With small cables at 50Hz, the resistance dominates over the inductive reactance, so the voltage drop due to current flowing along the cable is mostly attributable to the resistance, and the inductive element can be ignored in calculations. As cables get larger, the resistance decreases in inverse proportion to CSA but the inductance does not, so the inductive reactance increasingly plays a part in determining the voltage drop.
Therefore, for larger cables (e.g. 25mm² and up) there are separate figures tabulated for the resistive (r) and reactive (x) components of the voltage drop and the result of the overall impedance (z).
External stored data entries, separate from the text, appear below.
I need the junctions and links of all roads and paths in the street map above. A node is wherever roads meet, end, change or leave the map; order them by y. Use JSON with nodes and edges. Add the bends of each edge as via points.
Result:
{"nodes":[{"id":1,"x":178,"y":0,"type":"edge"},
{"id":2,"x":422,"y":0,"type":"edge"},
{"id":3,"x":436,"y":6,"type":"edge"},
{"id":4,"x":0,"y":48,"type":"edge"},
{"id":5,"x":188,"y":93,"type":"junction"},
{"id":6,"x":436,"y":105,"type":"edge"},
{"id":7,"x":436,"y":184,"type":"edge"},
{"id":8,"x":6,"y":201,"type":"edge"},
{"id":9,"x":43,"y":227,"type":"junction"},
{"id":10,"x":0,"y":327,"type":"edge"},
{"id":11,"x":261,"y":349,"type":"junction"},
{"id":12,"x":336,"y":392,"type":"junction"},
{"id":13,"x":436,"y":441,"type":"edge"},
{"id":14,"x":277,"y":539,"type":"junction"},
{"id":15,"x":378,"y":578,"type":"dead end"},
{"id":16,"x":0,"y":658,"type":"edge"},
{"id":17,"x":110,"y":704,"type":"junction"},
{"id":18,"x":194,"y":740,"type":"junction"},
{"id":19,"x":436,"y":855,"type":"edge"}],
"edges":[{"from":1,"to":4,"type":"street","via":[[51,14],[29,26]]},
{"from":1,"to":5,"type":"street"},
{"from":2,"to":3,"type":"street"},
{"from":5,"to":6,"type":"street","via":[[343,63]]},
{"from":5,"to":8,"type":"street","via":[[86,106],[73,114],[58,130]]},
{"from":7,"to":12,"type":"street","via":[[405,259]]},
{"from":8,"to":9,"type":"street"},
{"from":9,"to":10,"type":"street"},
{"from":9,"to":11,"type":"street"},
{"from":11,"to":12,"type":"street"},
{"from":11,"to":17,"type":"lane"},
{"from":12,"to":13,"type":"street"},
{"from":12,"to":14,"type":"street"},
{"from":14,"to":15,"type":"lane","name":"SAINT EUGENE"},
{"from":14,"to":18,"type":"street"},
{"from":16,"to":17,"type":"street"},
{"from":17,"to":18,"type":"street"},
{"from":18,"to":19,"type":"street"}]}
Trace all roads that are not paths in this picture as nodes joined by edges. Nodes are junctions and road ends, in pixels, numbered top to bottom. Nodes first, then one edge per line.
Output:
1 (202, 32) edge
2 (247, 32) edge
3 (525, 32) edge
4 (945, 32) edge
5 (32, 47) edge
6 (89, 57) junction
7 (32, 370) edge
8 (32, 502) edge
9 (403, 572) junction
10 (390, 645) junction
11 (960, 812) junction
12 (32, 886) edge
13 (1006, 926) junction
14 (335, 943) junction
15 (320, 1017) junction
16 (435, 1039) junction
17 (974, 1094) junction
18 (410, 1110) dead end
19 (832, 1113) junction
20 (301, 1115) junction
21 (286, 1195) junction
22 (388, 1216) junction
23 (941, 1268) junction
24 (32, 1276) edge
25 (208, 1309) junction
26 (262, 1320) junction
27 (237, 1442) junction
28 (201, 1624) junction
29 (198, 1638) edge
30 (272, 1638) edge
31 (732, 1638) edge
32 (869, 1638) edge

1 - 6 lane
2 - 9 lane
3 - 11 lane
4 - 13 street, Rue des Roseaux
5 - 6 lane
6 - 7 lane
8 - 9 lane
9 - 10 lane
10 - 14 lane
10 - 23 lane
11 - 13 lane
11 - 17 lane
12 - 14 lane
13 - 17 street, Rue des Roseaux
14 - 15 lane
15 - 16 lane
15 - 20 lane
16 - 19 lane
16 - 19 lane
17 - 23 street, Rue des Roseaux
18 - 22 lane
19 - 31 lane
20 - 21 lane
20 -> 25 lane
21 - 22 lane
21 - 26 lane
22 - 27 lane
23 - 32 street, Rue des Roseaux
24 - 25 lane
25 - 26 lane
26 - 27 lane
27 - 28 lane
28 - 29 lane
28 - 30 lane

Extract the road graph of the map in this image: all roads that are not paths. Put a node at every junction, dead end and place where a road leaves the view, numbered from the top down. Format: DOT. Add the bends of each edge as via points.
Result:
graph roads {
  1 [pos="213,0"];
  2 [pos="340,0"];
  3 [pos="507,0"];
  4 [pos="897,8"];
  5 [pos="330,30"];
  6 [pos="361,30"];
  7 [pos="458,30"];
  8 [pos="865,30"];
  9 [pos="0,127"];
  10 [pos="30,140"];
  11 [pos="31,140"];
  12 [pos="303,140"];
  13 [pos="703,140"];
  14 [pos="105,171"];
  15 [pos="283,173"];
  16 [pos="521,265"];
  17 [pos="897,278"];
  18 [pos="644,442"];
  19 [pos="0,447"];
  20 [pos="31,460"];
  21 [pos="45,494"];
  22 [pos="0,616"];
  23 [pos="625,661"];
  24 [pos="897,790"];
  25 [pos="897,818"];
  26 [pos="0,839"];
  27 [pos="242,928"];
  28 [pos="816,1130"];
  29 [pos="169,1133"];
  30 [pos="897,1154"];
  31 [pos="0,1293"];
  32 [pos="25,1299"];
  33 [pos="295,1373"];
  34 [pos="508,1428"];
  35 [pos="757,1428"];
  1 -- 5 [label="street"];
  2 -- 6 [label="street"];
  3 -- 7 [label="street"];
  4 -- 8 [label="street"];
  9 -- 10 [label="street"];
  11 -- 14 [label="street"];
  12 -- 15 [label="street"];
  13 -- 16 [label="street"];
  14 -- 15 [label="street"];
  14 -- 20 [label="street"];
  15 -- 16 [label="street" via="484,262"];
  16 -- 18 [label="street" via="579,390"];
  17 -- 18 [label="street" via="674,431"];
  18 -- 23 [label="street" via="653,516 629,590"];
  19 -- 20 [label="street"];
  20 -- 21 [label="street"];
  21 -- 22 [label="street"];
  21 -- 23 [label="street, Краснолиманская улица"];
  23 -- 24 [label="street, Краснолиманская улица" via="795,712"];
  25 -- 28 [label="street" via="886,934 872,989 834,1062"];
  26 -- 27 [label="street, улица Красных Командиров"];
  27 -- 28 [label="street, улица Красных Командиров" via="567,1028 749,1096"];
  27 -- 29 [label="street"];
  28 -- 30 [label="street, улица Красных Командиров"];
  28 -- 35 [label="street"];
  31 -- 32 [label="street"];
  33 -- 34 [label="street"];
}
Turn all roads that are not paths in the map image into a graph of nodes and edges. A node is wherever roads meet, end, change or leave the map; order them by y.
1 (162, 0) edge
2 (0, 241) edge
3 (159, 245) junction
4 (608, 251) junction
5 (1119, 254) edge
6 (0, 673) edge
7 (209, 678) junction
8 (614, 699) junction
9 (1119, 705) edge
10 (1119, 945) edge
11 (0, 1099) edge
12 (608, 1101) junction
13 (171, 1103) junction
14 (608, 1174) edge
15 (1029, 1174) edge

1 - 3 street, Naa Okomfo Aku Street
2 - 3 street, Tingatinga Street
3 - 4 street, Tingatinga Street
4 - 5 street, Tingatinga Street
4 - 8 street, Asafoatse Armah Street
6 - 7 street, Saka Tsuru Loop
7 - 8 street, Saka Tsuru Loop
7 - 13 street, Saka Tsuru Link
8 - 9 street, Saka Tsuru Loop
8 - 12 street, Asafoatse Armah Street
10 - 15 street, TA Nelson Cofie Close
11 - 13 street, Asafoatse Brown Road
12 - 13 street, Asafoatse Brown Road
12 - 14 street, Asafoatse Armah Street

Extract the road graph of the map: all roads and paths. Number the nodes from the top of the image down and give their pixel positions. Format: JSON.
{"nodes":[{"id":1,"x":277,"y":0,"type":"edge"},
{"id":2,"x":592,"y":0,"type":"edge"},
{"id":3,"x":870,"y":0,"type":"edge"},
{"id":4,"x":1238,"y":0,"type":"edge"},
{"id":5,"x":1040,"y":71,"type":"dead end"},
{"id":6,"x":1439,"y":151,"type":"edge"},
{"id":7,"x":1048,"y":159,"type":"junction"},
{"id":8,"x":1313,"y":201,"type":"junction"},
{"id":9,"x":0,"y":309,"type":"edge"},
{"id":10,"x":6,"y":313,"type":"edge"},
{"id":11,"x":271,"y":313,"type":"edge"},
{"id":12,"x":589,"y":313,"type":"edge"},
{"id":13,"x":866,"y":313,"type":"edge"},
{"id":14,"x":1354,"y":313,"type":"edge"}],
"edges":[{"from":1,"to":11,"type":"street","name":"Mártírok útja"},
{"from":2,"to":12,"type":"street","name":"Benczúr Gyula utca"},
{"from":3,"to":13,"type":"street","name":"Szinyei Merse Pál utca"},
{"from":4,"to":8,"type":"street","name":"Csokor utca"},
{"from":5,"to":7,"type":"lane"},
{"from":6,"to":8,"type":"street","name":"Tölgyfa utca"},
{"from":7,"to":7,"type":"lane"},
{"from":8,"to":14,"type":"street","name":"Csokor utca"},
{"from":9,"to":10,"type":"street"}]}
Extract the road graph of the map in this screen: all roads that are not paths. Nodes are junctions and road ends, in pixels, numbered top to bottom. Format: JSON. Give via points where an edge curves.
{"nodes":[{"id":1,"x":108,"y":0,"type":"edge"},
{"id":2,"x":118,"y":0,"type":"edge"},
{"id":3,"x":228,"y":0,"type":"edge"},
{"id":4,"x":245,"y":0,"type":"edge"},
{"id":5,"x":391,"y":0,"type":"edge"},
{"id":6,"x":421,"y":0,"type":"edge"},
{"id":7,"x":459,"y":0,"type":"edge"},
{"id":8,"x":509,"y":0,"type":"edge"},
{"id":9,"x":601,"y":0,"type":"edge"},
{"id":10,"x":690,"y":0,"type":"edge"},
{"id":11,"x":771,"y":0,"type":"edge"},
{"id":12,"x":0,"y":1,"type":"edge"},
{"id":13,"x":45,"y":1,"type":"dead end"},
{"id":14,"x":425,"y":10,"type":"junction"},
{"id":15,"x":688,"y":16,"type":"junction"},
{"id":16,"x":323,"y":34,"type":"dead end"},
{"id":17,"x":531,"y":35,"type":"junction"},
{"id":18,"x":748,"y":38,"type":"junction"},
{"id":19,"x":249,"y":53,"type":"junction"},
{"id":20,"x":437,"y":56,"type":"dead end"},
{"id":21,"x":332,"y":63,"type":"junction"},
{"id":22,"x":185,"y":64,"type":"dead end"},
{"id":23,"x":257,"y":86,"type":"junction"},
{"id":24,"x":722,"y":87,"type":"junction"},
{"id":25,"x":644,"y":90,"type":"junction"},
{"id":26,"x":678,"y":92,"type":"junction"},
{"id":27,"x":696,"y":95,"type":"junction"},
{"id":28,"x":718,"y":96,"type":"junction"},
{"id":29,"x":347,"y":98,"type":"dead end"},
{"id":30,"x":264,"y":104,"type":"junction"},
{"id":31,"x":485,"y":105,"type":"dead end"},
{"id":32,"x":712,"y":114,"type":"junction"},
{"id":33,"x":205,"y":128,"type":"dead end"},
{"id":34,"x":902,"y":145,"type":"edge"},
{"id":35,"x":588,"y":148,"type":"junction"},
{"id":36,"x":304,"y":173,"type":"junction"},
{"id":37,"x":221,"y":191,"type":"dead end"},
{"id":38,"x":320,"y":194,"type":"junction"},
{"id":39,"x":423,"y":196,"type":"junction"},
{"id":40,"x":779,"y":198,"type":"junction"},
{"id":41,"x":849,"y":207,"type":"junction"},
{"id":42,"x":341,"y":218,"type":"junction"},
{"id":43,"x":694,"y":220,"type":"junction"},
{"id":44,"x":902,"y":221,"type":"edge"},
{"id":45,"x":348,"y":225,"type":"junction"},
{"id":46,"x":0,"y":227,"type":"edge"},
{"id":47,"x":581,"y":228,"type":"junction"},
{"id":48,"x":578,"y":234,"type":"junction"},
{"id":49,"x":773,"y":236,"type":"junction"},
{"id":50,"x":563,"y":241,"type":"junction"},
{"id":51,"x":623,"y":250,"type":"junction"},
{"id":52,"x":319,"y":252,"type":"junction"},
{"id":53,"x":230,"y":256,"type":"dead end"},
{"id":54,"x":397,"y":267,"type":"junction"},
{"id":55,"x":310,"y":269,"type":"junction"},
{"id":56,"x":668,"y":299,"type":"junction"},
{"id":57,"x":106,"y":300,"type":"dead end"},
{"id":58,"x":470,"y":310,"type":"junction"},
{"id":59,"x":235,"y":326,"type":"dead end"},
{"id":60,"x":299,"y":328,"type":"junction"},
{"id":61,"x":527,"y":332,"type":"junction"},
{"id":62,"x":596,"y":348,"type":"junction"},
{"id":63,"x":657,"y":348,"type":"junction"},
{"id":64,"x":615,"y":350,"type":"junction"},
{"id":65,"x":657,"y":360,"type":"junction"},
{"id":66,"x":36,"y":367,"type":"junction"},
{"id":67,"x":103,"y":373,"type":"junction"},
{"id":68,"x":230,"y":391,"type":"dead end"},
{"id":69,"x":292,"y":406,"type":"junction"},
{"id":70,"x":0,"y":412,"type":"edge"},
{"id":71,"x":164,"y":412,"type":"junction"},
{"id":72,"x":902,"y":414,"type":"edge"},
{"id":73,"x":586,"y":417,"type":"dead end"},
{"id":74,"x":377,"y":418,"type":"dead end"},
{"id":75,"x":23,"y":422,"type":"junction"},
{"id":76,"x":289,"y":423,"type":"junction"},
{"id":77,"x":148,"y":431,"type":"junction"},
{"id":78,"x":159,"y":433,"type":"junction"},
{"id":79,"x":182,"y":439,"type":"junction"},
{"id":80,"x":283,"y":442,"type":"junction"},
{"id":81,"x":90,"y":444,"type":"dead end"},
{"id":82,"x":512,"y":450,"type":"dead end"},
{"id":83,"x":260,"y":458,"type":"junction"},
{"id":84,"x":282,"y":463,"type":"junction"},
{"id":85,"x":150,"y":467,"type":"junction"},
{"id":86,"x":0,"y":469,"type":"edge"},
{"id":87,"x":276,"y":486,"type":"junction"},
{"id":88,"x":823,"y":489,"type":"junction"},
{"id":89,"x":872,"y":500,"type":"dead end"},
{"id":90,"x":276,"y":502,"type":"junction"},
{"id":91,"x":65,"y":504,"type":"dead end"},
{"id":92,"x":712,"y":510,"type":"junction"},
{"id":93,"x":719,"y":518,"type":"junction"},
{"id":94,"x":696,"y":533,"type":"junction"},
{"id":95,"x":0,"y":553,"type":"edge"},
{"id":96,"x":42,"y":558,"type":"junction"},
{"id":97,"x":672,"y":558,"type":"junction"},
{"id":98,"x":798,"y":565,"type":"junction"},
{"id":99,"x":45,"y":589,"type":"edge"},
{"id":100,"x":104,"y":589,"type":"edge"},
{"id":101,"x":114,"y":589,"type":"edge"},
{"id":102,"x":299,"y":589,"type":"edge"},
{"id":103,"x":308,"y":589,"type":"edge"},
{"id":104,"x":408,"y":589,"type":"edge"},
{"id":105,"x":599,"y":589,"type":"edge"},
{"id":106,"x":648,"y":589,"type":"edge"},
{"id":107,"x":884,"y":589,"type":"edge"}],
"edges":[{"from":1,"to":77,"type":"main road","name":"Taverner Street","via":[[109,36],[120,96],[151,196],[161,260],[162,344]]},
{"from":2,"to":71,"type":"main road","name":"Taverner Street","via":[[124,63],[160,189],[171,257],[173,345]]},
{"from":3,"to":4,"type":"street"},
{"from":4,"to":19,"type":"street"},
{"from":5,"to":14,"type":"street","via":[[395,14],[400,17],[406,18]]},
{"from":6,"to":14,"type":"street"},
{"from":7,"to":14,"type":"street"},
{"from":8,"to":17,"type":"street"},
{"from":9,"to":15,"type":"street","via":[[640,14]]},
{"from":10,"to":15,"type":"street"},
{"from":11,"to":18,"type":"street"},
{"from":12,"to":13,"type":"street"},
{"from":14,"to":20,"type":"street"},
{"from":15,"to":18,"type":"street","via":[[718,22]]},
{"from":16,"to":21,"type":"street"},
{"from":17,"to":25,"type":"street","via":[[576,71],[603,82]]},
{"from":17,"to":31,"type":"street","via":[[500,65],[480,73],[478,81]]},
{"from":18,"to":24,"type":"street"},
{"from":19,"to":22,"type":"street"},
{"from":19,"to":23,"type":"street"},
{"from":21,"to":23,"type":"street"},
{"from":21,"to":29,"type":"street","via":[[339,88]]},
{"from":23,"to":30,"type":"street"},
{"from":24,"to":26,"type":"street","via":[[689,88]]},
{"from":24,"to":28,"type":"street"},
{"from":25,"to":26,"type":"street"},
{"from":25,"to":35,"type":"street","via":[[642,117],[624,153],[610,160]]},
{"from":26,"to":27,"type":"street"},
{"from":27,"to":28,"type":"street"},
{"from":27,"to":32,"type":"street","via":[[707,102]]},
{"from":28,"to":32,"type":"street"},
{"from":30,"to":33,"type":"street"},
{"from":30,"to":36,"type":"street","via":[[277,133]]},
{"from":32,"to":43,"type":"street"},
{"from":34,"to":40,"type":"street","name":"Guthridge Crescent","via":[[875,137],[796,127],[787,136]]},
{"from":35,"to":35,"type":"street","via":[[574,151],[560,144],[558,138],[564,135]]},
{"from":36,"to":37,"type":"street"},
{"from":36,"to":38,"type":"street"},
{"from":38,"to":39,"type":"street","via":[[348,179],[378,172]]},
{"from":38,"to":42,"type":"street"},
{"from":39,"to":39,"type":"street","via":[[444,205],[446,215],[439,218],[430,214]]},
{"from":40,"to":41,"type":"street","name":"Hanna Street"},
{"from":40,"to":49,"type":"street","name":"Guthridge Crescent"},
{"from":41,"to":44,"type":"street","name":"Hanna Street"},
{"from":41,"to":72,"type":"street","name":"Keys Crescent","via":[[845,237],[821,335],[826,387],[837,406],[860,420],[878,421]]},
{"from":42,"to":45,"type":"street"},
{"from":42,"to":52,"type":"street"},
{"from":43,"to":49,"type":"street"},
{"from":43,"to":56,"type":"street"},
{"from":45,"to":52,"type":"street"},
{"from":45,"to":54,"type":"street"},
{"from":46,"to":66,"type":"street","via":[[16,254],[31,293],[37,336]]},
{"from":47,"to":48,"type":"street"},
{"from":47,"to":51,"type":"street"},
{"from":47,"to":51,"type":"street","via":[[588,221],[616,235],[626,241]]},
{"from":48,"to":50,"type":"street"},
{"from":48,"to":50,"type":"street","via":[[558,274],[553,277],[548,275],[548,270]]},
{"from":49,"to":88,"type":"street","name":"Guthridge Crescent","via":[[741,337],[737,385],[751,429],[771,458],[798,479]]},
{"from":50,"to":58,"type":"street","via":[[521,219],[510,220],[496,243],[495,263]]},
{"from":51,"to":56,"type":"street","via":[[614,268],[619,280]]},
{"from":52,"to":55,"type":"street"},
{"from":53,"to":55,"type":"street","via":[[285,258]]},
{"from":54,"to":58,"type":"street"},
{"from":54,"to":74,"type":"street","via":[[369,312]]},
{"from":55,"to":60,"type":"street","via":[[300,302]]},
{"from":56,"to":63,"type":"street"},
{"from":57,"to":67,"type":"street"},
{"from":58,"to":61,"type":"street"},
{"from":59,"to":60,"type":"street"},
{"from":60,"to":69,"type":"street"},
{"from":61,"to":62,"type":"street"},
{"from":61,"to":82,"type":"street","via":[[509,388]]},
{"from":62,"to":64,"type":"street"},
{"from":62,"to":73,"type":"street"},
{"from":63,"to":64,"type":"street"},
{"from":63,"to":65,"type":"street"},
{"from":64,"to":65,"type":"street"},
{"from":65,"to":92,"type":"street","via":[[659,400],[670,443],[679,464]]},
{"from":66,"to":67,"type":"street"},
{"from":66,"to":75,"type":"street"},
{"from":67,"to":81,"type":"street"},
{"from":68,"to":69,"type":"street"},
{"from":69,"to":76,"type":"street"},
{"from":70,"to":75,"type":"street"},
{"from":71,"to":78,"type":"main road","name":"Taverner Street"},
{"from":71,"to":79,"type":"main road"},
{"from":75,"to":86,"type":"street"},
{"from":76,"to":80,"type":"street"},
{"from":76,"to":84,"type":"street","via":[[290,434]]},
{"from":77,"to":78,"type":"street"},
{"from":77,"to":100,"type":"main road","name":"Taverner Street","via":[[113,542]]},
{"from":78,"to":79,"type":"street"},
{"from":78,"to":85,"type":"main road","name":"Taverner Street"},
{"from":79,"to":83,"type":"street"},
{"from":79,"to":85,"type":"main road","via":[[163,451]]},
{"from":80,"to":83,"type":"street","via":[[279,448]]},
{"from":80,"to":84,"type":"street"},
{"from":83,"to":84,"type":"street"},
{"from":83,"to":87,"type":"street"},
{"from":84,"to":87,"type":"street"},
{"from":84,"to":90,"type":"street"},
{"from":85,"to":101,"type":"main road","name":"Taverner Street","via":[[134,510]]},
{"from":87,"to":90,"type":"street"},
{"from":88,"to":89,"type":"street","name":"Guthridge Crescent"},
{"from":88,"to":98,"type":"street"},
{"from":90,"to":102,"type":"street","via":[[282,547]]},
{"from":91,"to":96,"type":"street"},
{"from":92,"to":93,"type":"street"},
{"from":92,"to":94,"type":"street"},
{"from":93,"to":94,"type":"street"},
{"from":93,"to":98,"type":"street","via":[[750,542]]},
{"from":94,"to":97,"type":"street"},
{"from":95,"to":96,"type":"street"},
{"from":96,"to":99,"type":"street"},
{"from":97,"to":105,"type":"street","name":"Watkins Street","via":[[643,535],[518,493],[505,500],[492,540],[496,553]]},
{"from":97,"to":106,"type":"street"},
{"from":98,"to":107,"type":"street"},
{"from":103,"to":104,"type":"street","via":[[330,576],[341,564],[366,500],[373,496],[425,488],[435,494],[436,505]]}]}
The example shows the voltage drop being proportional to the length L, the load current Ib, and the sum of the resistive (r) and reactive (x) components - note the suffixes - multiplied by the cosine and sine of the load phase angle respectively which accounts for the 90° between their contributions to the voltage drop.
Why does the load phase angle play a part? The voltage drop is the effective change in supply voltage that the load sees, but the drop in the cable isn't necessarily in phase with the supply voltage. It occurs as a result of the load current, which is displaced from the supply voltage by the load phase angle Φ. Therefore the magnitude of the drop cannot just be algebraically subtracted from the magnitude of the supply voltage if Φ is significant i.e. if the pf is much below unity.
To summarise:
A load of power factor cos(Φ) draws a current displaced in phase from the supply voltage by Φ.
That current creates a voltage drop in the cable which can be resolved into resistive and reactive components.
For cables over around 16mm², the reactive component is a large enough fraction of the total to deserve consideration.
Tabulated drop figures (r) and (x) are multiplied by cos(Φ) and sin(Φ) respectively and added algebraically to give the total drop.